_PROVIDED INFORMATION_:

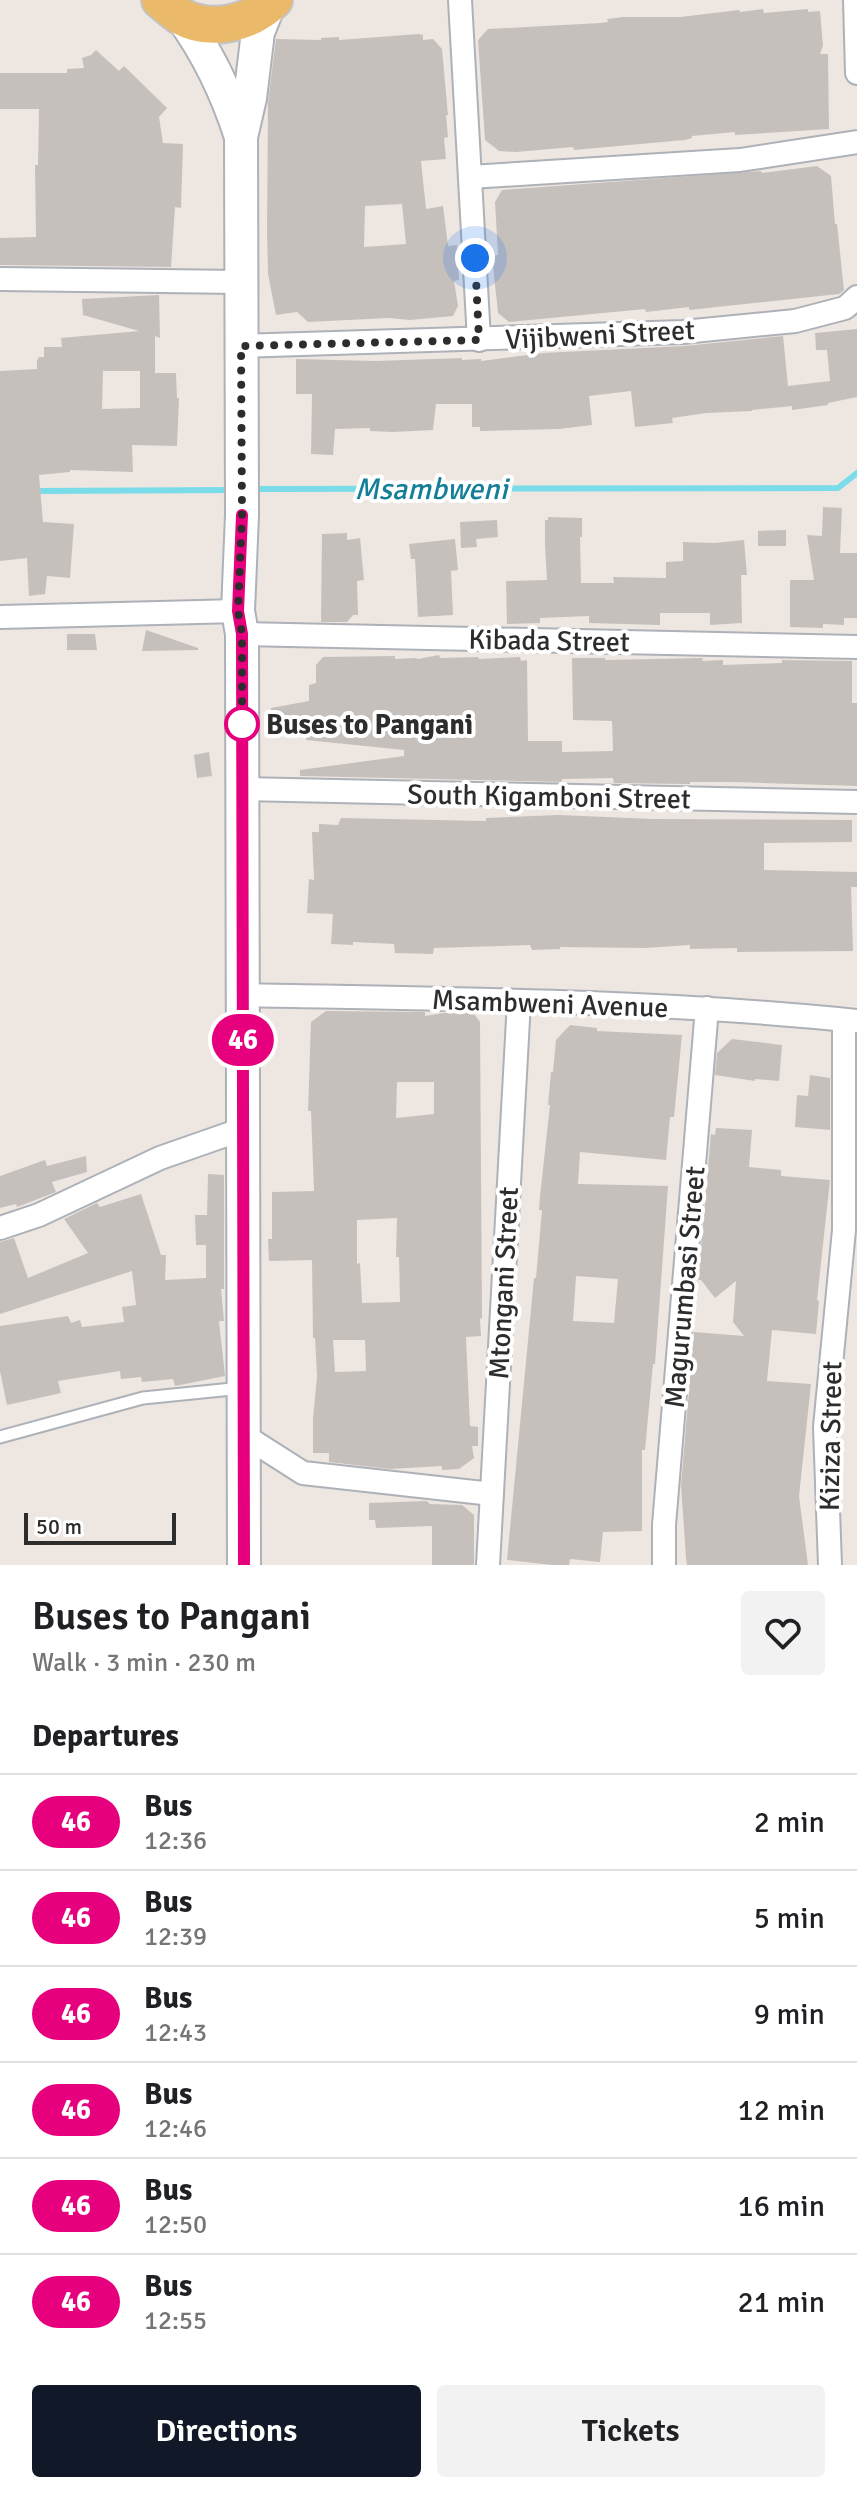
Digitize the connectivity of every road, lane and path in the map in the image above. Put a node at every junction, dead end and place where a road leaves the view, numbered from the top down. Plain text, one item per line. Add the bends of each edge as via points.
1 (460, 0) edge
2 (855, 0) edge
3 (271, 3) edge
4 (167, 5) edge
5 (857, 73) edge
6 (241, 137) junction
7 (857, 142) edge
8 (470, 177) junction
9 (0, 279) edge
10 (241, 282) junction
11 (857, 297) edge
12 (479, 340) junction
13 (241, 346) junction
14 (0, 617) edge
15 (240, 623) junction
16 (857, 647) edge
17 (242, 789) junction
18 (857, 802) edge
19 (243, 995) junction
20 (519, 1001) junction
21 (707, 1008) junction
22 (851, 1021) edge
23 (243, 1129) junction
24 (0, 1228) edge
25 (243, 1388) junction
26 (245, 1436) junction
27 (0, 1437) edge
28 (492, 1494) junction
29 (244, 1565) edge
30 (488, 1565) edge
31 (664, 1565) edge
32 (830, 1565) edge

1 - 8 street
2 - 5 street
3 - 4 main road via 248,18 225,24 203,24
3 - 6 main road via 258,32
4 - 6 main road via 195,35 230,101
6 - 10 main road
7 - 8 street via 740,160
8 - 12 street
9 - 10 street
10 - 13 main road
11 - 12 street, Vijibweni Street via 845,308 795,321 683,332
12 - 13 street, Vijibweni Street
13 - 15 main road
14 - 15 street, Kibada Street
15 - 16 street, Kibada Street
15 - 17 main road
17 - 18 street, South Kigamboni Street
17 - 19 main road
19 - 20 street, Msambweni Avenue
19 - 23 main road
20 - 21 street, Msambweni Avenue
20 - 28 street, Mtongani Street
21 - 22 street, Msambweni Avenue
21 - 31 street, Magurumbasi Street
22 - 32 street, Kiziza Street via 844,1230 825,1427
23 - 24 street via 160,1158
23 - 25 main road
25 - 26 main road
25 - 27 lane via 143,1398
26 - 28 street via 303,1473
26 - 29 main road
28 - 30 street, Mtongani Street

_TASK TO CARRY OUT_: Return every line of the listing exactly, leaving its pictures behind.

_EXERCISE OUTPUT_:
Digitize the connectivity of every road, lane and path in the map in the image above. Put a node at every junction, dead end and place where a road leaves the view, numbered from the top down. Plain text, one item per line. Add the bends of each edge as via points.
1 (460, 0) edge
2 (855, 0) edge
3 (271, 3) edge
4 (167, 5) edge
5 (857, 73) edge
6 (241, 137) junction
7 (857, 142) edge
8 (470, 177) junction
9 (0, 279) edge
10 (241, 282) junction
11 (857, 297) edge
12 (479, 340) junction
13 (241, 346) junction
14 (0, 617) edge
15 (240, 623) junction
16 (857, 647) edge
17 (242, 789) junction
18 (857, 802) edge
19 (243, 995) junction
20 (519, 1001) junction
21 (707, 1008) junction
22 (851, 1021) edge
23 (243, 1129) junction
24 (0, 1228) edge
25 (243, 1388) junction
26 (245, 1436) junction
27 (0, 1437) edge
28 (492, 1494) junction
29 (244, 1565) edge
30 (488, 1565) edge
31 (664, 1565) edge
32 (830, 1565) edge

1 - 8 street
2 - 5 street
3 - 4 main road via 248,18 225,24 203,24
3 - 6 main road via 258,32
4 - 6 main road via 195,35 230,101
6 - 10 main road
7 - 8 street via 740,160
8 - 12 street
9 - 10 street
10 - 13 main road
11 - 12 street, Vijibweni Street via 845,308 795,321 683,332
12 - 13 street, Vijibweni Street
13 - 15 main road
14 - 15 street, Kibada Street
15 - 16 street, Kibada Street
15 - 17 main road
17 - 18 street, South Kigamboni Street
17 - 19 main road
19 - 20 street, Msambweni Avenue
19 - 23 main road
20 - 21 street, Msambweni Avenue
20 - 28 street, Mtongani Street
21 - 22 street, Msambweni Avenue
21 - 31 street, Magurumbasi Street
22 - 32 street, Kiziza Street via 844,1230 825,1427
23 - 24 street via 160,1158
23 - 25 main road
25 - 26 main road
25 - 27 lane via 143,1398
26 - 28 street via 303,1473
26 - 29 main road
28 - 30 street, Mtongani Street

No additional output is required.